§ WORK REQUIRED: Lines below that hold the word "Qizg" must be copied in full.
[INPUT RECORDS — start]
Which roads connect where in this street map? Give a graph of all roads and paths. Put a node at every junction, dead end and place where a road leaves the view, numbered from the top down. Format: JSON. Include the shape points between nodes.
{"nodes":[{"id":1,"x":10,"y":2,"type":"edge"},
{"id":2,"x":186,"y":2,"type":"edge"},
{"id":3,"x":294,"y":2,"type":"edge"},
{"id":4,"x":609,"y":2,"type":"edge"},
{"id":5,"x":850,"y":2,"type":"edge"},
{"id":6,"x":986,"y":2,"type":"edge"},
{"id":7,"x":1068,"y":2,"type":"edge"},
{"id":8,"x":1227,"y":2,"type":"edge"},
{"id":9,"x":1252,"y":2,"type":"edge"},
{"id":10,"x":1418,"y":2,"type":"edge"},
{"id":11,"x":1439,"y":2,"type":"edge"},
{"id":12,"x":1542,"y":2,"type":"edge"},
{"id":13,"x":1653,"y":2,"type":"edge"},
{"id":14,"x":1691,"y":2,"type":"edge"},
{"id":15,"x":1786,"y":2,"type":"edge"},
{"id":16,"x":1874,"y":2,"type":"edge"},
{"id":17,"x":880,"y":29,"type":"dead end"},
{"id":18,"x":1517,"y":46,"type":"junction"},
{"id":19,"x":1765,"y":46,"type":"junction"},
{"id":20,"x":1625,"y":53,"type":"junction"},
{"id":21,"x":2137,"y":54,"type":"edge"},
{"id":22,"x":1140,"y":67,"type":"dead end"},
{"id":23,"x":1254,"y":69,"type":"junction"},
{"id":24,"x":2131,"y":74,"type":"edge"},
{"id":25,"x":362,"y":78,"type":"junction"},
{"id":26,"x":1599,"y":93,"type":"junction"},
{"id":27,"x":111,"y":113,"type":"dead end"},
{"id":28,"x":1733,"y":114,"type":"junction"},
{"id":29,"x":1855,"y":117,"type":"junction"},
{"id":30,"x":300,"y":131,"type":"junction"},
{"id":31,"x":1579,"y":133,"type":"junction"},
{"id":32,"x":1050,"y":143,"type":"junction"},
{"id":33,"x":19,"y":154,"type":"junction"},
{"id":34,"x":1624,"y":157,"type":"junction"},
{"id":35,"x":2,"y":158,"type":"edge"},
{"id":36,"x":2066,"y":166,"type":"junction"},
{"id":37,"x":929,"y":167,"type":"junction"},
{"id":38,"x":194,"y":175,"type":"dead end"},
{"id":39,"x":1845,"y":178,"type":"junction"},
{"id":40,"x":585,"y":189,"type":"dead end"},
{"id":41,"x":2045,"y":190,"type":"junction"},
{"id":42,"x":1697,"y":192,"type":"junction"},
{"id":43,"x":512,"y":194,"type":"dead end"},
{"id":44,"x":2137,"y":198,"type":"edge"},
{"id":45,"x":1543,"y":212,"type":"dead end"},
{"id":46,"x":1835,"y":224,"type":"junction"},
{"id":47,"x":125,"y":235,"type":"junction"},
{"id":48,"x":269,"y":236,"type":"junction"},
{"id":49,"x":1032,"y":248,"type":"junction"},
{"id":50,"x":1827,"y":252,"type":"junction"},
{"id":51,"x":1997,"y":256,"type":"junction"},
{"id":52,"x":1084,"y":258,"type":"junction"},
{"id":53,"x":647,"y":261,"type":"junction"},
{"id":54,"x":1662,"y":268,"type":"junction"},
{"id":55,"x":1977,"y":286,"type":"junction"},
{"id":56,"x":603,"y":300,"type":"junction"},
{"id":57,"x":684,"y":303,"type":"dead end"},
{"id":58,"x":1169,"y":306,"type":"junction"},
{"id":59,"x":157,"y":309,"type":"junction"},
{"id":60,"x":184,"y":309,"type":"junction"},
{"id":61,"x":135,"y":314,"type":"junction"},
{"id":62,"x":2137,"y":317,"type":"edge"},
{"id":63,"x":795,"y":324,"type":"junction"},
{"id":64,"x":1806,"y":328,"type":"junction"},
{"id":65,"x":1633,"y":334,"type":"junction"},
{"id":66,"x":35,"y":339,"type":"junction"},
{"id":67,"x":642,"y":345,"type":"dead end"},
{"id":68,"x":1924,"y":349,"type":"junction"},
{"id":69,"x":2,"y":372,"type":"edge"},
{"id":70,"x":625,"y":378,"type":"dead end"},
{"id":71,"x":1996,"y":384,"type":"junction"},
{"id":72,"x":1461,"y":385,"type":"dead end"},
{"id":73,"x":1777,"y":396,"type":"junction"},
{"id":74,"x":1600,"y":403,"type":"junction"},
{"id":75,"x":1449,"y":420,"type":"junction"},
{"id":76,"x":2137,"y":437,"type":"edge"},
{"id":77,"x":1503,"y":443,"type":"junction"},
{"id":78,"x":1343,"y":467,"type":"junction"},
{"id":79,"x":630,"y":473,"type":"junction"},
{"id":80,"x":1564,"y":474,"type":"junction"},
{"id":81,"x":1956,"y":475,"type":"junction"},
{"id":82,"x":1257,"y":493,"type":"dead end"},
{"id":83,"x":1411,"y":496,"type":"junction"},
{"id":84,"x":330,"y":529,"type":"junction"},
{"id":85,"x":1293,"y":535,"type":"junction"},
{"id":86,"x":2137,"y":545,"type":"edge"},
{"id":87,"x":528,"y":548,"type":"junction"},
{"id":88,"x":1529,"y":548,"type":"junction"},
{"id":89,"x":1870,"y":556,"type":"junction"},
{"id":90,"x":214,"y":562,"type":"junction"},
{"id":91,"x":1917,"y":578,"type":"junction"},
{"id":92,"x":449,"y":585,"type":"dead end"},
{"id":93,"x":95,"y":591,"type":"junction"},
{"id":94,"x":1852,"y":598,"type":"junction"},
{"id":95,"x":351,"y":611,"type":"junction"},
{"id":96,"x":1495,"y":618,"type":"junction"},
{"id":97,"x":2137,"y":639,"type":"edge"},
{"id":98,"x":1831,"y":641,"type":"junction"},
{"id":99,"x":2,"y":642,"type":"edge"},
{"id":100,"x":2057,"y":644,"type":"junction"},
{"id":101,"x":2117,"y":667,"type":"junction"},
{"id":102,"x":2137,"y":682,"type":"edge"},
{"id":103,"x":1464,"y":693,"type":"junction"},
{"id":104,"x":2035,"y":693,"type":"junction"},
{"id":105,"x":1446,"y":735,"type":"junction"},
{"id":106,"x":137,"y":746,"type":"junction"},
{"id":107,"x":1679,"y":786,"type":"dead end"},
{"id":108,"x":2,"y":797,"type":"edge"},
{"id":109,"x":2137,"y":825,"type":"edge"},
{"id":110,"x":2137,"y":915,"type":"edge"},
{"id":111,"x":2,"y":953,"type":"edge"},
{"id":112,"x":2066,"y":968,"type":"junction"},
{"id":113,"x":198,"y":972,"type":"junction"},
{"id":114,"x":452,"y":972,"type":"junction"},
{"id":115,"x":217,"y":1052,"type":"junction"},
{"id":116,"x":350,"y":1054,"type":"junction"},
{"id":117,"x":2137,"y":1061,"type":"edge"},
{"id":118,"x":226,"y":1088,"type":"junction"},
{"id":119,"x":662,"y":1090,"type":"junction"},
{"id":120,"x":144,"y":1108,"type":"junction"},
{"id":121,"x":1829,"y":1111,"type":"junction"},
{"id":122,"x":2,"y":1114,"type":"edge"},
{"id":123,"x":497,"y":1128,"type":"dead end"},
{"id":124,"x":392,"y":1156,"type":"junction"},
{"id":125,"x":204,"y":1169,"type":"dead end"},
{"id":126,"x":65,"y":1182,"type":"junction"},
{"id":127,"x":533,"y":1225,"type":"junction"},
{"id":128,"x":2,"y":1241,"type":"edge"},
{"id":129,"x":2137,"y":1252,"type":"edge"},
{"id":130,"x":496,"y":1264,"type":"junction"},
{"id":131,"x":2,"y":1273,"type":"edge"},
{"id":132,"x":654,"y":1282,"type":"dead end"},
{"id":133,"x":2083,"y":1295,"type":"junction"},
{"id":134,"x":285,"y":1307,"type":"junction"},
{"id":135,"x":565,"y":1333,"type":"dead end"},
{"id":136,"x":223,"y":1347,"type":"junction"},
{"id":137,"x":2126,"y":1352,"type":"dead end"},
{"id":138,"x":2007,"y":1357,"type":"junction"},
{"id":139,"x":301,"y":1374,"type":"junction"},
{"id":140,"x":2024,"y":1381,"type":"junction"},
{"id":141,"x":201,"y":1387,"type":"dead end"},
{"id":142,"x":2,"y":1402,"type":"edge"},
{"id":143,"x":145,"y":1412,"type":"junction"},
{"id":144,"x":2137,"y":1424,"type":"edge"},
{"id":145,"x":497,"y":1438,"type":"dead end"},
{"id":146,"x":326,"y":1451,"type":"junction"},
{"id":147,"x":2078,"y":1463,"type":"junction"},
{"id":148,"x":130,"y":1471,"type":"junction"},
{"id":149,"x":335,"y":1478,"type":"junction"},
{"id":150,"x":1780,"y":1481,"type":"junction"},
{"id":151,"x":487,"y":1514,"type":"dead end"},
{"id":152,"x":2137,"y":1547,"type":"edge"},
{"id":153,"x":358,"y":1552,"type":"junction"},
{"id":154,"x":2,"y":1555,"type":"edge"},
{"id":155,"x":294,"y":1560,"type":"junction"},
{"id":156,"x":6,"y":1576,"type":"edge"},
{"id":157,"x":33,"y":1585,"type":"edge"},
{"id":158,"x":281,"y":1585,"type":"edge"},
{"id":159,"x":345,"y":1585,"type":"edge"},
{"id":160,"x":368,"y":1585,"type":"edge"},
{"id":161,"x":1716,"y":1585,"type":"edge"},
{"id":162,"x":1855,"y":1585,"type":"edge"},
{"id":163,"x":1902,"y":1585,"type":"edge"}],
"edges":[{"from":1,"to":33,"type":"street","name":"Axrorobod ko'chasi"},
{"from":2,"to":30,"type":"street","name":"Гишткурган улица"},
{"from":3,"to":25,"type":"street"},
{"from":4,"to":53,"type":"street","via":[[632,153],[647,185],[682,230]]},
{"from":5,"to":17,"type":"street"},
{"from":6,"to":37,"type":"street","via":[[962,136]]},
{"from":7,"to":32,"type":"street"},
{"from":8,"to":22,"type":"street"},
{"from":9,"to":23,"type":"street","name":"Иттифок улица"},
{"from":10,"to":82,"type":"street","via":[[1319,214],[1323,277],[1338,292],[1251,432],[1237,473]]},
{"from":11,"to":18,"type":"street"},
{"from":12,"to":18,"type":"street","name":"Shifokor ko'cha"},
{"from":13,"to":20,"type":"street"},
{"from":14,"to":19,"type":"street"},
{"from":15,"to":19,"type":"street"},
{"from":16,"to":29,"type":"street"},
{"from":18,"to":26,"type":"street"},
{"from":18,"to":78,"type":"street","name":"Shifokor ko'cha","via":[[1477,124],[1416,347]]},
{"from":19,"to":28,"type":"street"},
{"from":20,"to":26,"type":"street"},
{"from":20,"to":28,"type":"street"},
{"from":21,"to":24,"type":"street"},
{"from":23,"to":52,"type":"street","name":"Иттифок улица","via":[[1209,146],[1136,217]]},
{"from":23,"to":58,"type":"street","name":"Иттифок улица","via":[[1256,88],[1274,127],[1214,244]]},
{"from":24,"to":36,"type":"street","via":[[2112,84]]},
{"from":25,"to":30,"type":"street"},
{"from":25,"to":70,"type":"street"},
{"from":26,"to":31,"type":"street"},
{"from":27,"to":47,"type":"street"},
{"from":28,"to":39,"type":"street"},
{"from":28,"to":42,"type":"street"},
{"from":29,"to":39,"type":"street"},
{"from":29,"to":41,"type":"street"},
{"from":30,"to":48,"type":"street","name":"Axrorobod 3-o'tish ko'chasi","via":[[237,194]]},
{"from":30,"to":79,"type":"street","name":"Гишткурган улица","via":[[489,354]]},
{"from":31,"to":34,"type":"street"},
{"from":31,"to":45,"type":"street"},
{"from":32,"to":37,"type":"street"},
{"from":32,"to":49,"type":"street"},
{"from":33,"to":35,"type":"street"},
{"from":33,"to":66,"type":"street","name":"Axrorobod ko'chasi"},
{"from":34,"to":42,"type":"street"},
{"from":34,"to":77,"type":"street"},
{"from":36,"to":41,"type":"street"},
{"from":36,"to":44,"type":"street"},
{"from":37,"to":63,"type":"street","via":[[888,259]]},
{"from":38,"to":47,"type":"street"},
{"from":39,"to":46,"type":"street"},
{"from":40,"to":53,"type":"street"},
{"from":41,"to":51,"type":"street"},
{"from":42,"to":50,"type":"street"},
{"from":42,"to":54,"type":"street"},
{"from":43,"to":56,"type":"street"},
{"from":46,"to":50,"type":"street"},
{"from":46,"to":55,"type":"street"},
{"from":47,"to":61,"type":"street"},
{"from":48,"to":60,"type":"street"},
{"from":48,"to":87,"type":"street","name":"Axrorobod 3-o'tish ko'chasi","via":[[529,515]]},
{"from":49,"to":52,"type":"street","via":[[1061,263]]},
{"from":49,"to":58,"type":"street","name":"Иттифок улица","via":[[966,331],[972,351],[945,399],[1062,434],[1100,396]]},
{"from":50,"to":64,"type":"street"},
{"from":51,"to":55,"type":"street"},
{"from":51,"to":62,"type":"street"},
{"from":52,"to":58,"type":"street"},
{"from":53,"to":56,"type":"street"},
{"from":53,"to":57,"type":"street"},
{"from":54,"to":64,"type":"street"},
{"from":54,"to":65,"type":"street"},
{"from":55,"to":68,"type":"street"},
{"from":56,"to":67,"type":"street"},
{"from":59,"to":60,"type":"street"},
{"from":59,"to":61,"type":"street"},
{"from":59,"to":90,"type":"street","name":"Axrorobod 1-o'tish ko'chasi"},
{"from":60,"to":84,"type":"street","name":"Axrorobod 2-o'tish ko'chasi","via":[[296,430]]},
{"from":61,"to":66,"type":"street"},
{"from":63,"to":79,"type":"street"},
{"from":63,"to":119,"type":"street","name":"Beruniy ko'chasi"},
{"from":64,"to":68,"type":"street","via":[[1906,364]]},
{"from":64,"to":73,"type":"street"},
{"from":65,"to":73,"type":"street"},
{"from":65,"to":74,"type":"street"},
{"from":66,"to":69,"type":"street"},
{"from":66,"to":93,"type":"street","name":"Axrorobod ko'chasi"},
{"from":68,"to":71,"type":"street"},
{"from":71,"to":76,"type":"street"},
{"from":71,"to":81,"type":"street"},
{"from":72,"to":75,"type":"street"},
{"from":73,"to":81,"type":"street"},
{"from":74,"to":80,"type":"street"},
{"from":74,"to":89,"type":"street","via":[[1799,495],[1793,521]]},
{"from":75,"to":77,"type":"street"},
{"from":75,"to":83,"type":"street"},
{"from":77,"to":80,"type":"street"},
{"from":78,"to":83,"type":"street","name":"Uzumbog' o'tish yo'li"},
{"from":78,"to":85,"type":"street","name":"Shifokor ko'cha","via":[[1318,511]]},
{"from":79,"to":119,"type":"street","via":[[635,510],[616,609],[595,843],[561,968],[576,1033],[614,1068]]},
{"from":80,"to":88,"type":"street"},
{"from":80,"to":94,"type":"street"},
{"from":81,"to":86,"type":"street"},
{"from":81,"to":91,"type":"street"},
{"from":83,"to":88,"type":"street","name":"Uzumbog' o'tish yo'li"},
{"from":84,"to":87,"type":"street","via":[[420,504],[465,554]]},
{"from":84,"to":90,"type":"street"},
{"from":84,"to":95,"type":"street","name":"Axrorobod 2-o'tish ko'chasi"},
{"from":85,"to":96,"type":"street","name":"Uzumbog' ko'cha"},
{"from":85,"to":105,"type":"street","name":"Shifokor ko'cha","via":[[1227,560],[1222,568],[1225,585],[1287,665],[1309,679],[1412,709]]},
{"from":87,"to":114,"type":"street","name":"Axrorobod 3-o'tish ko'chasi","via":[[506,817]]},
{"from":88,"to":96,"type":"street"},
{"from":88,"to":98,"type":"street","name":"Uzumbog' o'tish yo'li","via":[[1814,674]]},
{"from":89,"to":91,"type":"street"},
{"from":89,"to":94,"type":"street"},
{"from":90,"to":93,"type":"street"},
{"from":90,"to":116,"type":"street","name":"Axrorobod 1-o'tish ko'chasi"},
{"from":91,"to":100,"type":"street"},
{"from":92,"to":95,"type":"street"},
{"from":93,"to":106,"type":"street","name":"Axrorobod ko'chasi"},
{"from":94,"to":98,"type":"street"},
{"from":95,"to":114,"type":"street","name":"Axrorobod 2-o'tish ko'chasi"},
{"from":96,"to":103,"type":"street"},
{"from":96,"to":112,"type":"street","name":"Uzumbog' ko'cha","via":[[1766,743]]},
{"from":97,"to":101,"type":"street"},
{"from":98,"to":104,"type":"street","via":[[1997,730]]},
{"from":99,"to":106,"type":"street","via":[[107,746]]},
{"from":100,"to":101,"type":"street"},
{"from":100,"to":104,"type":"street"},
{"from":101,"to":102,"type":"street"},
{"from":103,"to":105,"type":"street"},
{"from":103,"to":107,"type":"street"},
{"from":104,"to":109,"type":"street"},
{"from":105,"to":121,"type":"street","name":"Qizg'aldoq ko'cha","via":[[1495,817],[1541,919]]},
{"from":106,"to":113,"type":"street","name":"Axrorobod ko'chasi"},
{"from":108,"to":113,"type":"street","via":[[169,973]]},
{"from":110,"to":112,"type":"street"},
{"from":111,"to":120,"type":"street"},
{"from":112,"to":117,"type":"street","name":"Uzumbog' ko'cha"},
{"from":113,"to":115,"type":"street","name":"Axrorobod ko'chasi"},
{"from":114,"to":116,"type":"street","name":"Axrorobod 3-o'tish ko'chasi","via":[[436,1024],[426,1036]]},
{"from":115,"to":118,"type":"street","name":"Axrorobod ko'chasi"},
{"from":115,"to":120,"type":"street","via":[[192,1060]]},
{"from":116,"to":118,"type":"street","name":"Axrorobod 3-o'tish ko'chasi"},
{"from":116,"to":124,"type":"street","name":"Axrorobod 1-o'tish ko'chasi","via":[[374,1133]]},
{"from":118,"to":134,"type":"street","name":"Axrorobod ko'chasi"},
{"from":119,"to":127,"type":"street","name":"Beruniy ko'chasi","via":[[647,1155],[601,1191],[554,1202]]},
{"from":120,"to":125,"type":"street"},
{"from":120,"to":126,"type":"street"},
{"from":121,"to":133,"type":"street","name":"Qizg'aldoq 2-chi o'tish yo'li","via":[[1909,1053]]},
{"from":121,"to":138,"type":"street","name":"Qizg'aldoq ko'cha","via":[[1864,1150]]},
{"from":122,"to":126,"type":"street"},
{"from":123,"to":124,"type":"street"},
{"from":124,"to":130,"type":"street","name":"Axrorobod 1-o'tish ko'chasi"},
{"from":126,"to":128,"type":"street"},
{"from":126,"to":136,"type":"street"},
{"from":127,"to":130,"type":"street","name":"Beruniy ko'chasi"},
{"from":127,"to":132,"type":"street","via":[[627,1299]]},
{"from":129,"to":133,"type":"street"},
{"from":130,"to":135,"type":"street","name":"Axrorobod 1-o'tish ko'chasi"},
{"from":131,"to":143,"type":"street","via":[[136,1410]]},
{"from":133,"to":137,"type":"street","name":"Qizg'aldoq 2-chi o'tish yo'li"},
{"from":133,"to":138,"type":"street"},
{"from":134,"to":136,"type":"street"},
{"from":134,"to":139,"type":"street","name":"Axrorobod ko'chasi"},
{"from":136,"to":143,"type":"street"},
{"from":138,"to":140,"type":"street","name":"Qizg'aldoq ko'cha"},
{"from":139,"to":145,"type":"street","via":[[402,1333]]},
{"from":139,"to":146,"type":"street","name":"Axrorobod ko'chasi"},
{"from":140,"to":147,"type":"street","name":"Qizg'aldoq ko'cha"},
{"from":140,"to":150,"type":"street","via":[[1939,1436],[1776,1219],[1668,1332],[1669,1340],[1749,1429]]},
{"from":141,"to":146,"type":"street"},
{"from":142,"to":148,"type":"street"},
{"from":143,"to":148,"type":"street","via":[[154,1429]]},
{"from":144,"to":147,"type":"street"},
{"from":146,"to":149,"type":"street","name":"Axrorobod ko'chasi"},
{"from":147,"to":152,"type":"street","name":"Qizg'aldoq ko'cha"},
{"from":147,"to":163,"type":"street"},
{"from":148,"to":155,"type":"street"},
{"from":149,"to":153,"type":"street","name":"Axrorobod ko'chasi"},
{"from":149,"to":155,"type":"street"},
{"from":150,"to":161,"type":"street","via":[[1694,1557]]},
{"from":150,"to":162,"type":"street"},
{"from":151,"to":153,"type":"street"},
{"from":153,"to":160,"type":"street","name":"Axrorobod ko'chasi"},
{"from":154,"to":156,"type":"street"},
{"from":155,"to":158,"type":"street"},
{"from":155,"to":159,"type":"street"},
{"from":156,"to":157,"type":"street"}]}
[INPUT RECORDS — finish]
§ SOLVED PROBLEM:
{"from":105,"to":121,"type":"street","name":"Qizg'aldoq ko'cha","via":[[1495,817],[1541,919]]},
{"from":121,"to":133,"type":"street","name":"Qizg'aldoq 2-chi o'tish yo'li","via":[[1909,1053]]},
{"from":121,"to":138,"type":"street","name":"Qizg'aldoq ko'cha","via":[[1864,1150]]},
{"from":133,"to":137,"type":"street","name":"Qizg'aldoq 2-chi o'tish yo'li"},
{"from":138,"to":140,"type":"street","name":"Qizg'aldoq ko'cha"},
{"from":140,"to":147,"type":"street","name":"Qizg'aldoq ko'cha"},
{"from":147,"to":152,"type":"street","name":"Qizg'aldoq ko'cha"},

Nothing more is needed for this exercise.